Work required
Find every line below where the word "roads" occurs. Then say how many there are, giving only the number.

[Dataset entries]
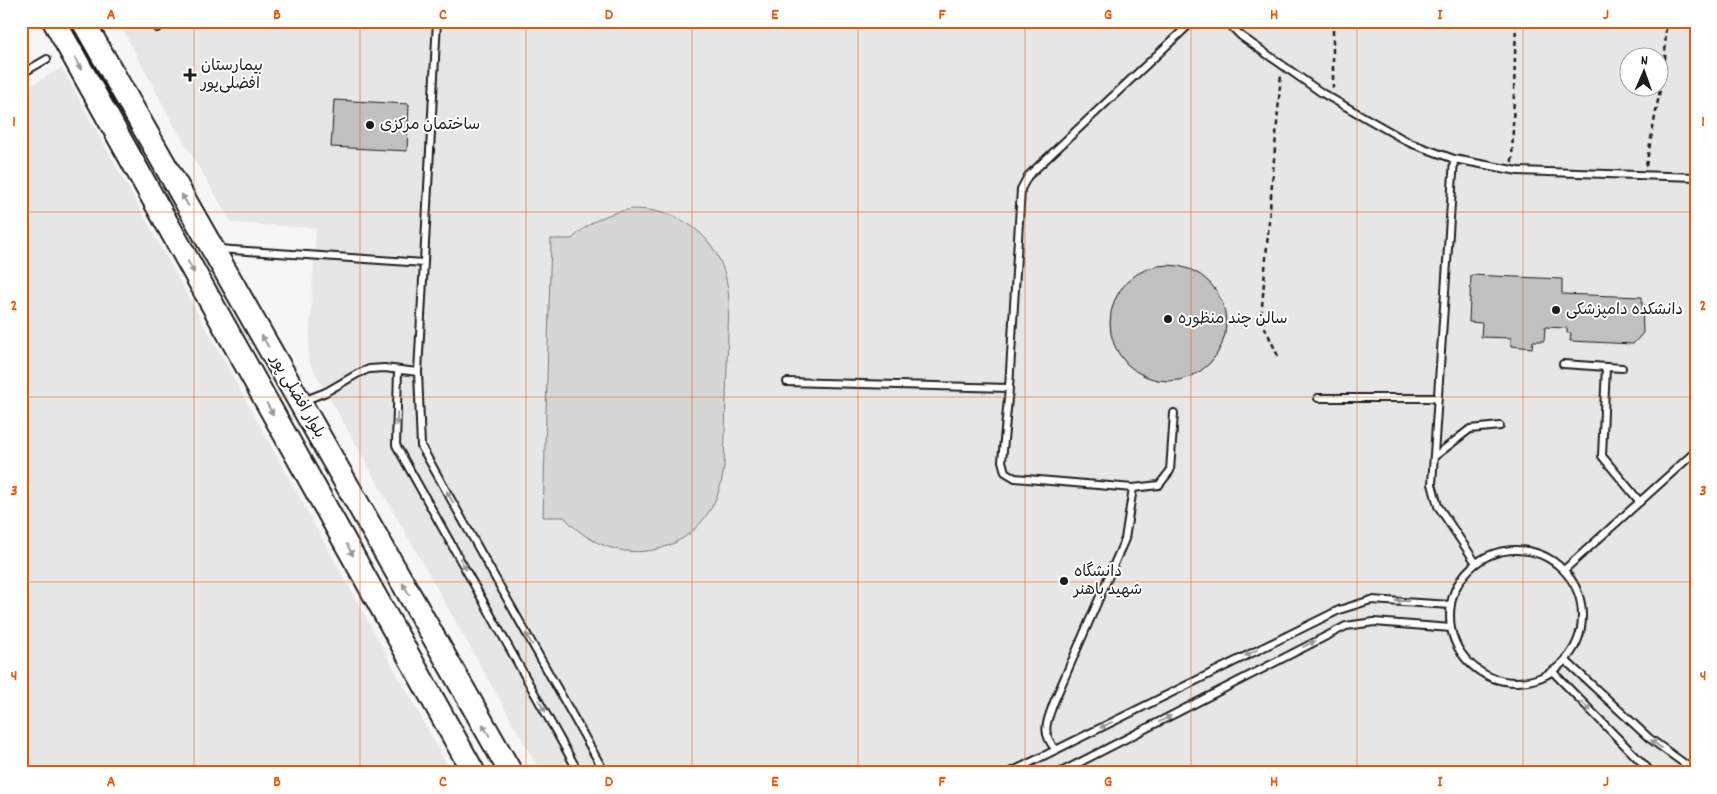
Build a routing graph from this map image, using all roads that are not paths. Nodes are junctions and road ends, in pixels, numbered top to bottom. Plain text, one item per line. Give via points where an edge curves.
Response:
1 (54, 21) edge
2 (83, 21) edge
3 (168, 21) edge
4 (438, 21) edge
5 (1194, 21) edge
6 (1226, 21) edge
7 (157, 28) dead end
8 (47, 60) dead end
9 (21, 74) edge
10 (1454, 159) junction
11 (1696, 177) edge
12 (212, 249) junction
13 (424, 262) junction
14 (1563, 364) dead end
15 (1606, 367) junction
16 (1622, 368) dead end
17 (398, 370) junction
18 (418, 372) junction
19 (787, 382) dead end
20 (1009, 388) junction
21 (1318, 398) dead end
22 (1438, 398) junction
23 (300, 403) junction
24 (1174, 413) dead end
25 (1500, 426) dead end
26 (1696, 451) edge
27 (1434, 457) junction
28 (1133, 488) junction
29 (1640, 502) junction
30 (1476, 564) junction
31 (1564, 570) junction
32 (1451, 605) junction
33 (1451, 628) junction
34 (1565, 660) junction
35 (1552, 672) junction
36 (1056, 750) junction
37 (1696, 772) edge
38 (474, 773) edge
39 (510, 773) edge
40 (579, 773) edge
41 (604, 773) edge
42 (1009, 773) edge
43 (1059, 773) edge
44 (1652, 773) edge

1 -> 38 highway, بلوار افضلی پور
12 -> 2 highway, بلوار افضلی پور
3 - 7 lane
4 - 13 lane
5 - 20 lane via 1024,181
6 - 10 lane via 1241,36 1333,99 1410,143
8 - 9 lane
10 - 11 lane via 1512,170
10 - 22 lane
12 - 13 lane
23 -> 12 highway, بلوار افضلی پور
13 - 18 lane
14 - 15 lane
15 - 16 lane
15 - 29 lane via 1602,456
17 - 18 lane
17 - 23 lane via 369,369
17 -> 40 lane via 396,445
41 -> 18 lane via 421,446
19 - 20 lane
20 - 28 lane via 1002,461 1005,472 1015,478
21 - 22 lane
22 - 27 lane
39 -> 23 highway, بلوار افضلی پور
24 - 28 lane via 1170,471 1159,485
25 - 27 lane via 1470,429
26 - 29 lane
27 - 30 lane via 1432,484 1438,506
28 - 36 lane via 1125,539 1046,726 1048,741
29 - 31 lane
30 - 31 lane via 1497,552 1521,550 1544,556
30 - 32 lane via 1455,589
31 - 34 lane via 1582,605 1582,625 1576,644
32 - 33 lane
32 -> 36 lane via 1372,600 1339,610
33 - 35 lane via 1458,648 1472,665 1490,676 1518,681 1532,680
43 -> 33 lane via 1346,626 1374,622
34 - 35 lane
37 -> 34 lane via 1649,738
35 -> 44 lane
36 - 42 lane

--

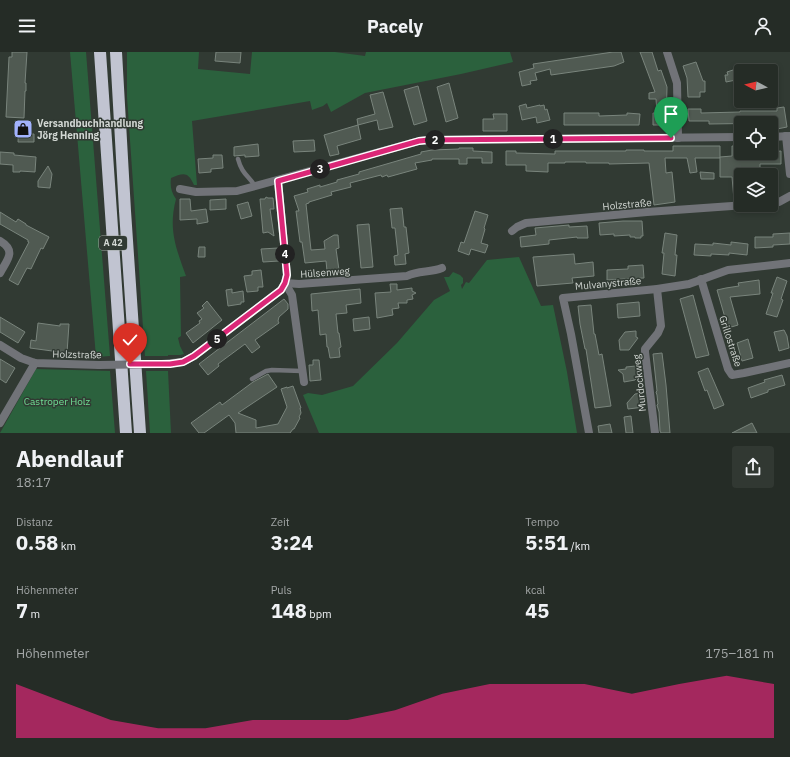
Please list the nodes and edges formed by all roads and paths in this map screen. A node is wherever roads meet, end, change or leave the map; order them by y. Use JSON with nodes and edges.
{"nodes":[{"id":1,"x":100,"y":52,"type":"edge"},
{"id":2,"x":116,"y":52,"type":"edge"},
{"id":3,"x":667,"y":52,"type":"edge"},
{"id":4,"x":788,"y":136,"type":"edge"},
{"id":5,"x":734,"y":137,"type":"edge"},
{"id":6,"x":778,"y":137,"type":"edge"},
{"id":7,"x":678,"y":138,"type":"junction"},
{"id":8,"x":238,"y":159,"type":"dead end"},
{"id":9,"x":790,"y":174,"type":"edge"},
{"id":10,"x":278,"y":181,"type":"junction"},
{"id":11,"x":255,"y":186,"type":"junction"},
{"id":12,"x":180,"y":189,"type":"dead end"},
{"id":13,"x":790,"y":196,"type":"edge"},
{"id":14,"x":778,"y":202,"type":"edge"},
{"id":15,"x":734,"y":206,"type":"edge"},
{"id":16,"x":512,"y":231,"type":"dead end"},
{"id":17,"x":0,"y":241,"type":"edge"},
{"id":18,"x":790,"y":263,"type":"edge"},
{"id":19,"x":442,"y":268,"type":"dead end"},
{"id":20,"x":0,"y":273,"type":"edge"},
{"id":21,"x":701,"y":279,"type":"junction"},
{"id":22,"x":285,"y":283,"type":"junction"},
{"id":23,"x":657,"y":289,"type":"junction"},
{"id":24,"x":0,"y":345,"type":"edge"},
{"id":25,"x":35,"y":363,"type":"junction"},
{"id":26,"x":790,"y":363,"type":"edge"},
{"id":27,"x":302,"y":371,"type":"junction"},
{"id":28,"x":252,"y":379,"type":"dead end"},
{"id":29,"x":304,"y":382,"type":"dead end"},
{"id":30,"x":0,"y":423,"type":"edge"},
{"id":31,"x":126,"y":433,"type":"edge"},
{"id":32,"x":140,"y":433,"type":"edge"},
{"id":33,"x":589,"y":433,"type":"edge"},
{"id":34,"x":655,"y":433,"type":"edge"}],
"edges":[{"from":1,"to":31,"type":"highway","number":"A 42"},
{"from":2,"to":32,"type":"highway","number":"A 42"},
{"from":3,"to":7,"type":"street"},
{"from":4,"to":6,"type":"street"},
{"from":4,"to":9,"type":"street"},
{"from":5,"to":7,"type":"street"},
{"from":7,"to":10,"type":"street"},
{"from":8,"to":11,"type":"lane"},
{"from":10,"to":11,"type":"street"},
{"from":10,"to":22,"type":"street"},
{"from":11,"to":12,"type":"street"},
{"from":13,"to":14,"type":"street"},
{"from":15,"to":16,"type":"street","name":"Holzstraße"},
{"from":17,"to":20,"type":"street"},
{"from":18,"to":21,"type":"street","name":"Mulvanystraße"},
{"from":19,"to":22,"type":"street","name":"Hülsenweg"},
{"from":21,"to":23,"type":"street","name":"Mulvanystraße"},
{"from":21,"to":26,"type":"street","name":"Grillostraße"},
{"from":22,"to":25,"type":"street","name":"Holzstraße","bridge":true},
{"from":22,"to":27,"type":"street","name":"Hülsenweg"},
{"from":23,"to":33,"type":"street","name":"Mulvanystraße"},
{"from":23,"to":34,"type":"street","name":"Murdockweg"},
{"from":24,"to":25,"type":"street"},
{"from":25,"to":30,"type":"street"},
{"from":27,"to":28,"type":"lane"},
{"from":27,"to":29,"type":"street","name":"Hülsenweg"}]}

The answer
2